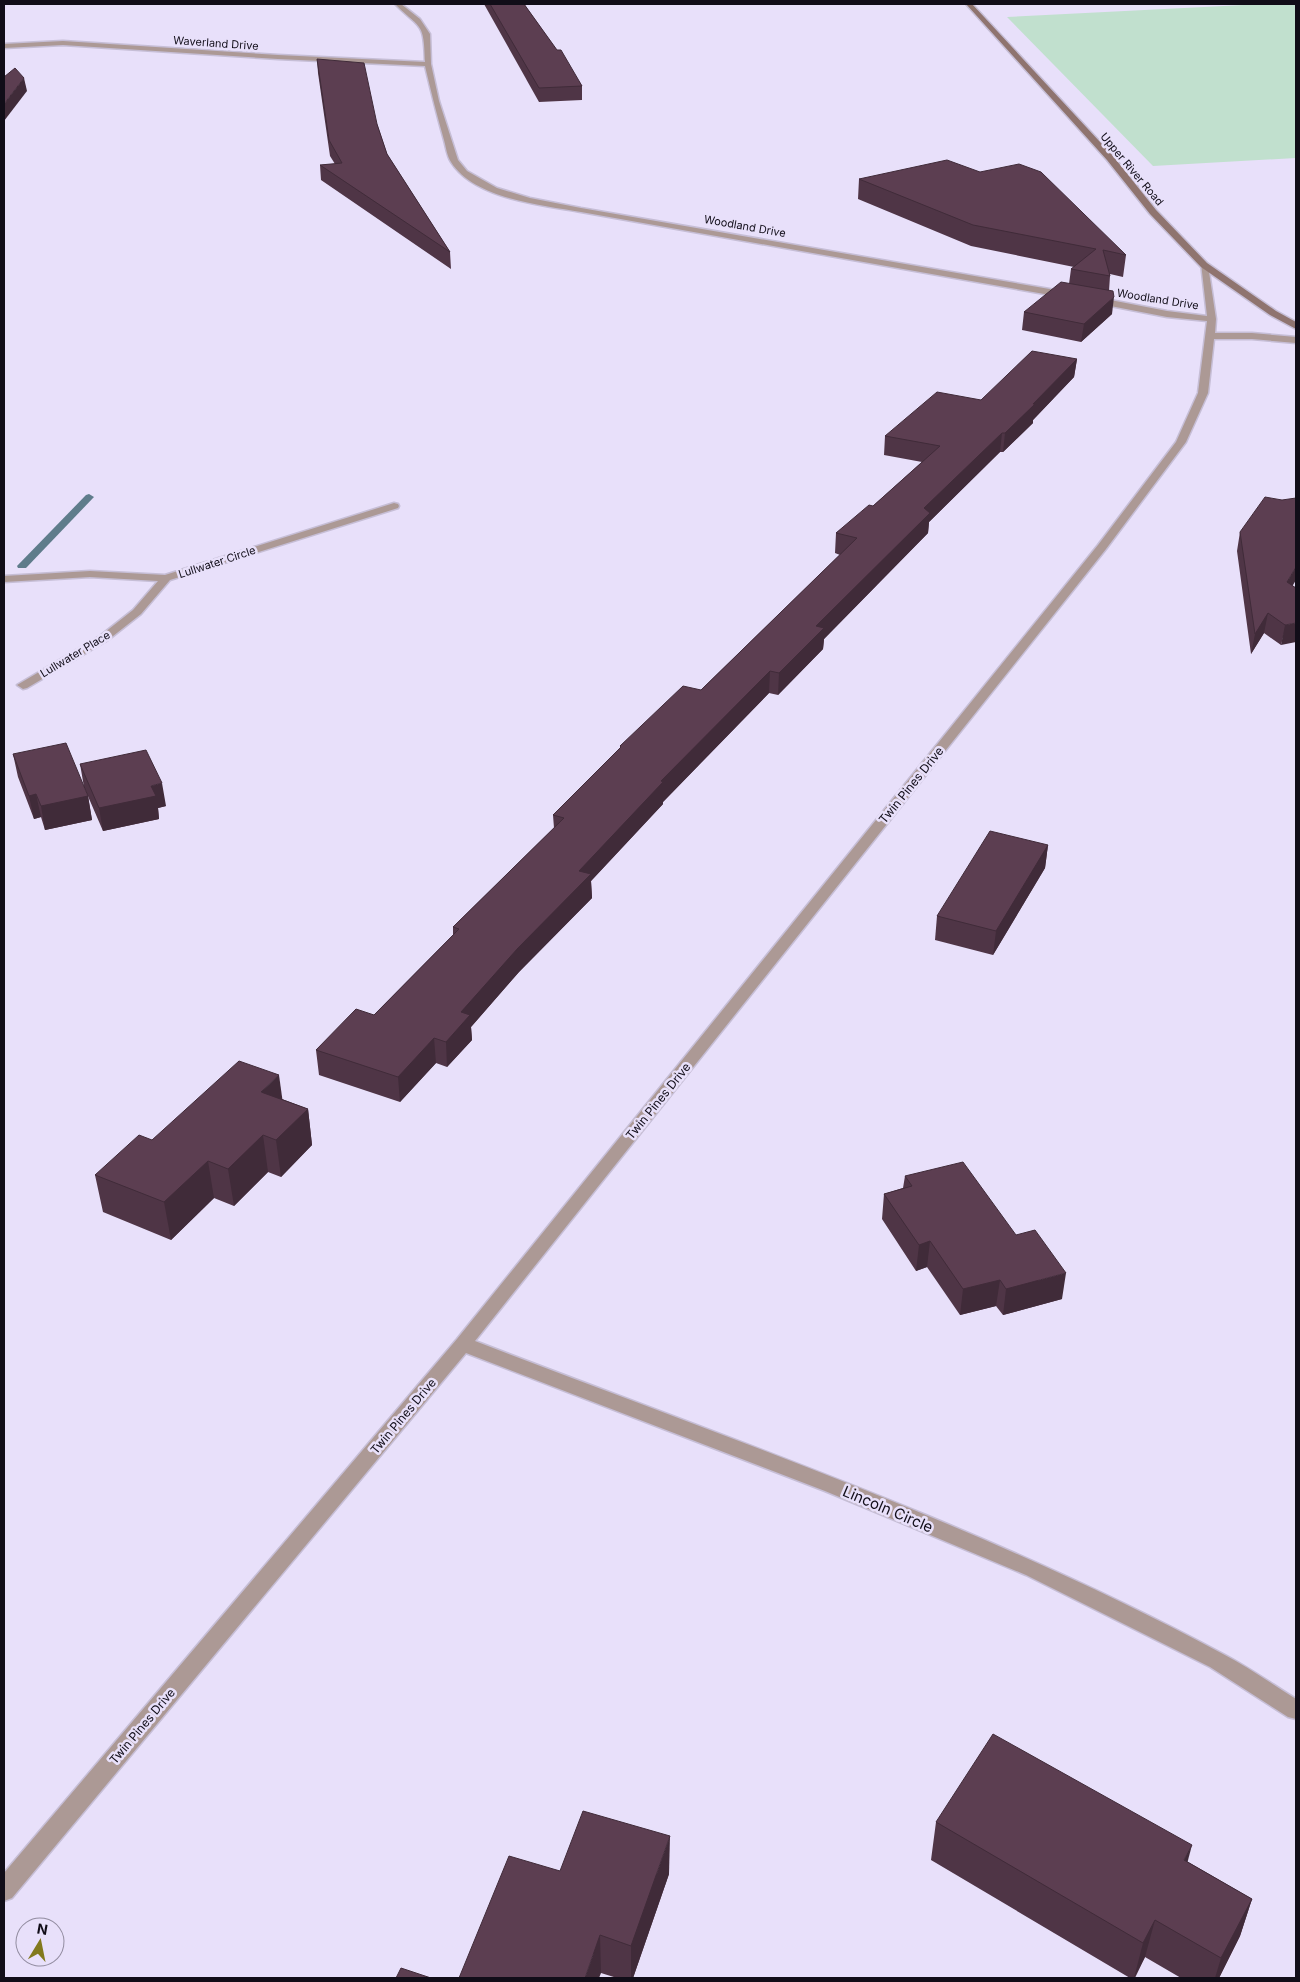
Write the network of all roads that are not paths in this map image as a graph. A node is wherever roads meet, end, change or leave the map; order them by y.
1 (398, 4) edge
2 (969, 4) edge
3 (4, 46) edge
4 (428, 64) junction
5 (1204, 264) junction
6 (1081, 298) edge
7 (1090, 300) edge
8 (1212, 319) junction
9 (1296, 326) edge
10 (1210, 336) junction
11 (1296, 340) edge
12 (394, 506) dead end
13 (166, 578) junction
14 (4, 579) edge
15 (23, 685) dead end
16 (463, 1344) junction
17 (1296, 1710) edge
18 (4, 1890) edge

1 - 4 street, Woodland Drive
2 - 5 street, Upper River Road
3 - 4 street, Waverland Drive
4 - 6 street, Woodland Drive
5 - 8 street, Twin Pines Drive
5 - 9 street, Upper River Road
7 - 8 street, Woodland Drive
8 - 10 street, Twin Pines Drive
10 - 11 street
10 - 16 street, Twin Pines Drive
12 - 13 street, Lullwater Circle
13 - 14 street, Lullwater Circle
13 - 15 street, Lullwater Place
16 - 17 street, Lincoln Circle
16 - 18 street, Twin Pines Drive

WORK INSTRUCTIONS: Would you set down the records above once more, exactly, with the pictures removed?

OUTPUT OF THE EXERCISE:
Write the network of all roads that are not paths in this map image as a graph. A node is wherever roads meet, end, change or leave the map; order them by y.
1 (398, 4) edge
2 (969, 4) edge
3 (4, 46) edge
4 (428, 64) junction
5 (1204, 264) junction
6 (1081, 298) edge
7 (1090, 300) edge
8 (1212, 319) junction
9 (1296, 326) edge
10 (1210, 336) junction
11 (1296, 340) edge
12 (394, 506) dead end
13 (166, 578) junction
14 (4, 579) edge
15 (23, 685) dead end
16 (463, 1344) junction
17 (1296, 1710) edge
18 (4, 1890) edge

1 - 4 street, Woodland Drive
2 - 5 street, Upper River Road
3 - 4 street, Waverland Drive
4 - 6 street, Woodland Drive
5 - 8 street, Twin Pines Drive
5 - 9 street, Upper River Road
7 - 8 street, Woodland Drive
8 - 10 street, Twin Pines Drive
10 - 11 street
10 - 16 street, Twin Pines Drive
12 - 13 street, Lullwater Circle
13 - 14 street, Lullwater Circle
13 - 15 street, Lullwater Place
16 - 17 street, Lincoln Circle
16 - 18 street, Twin Pines Drive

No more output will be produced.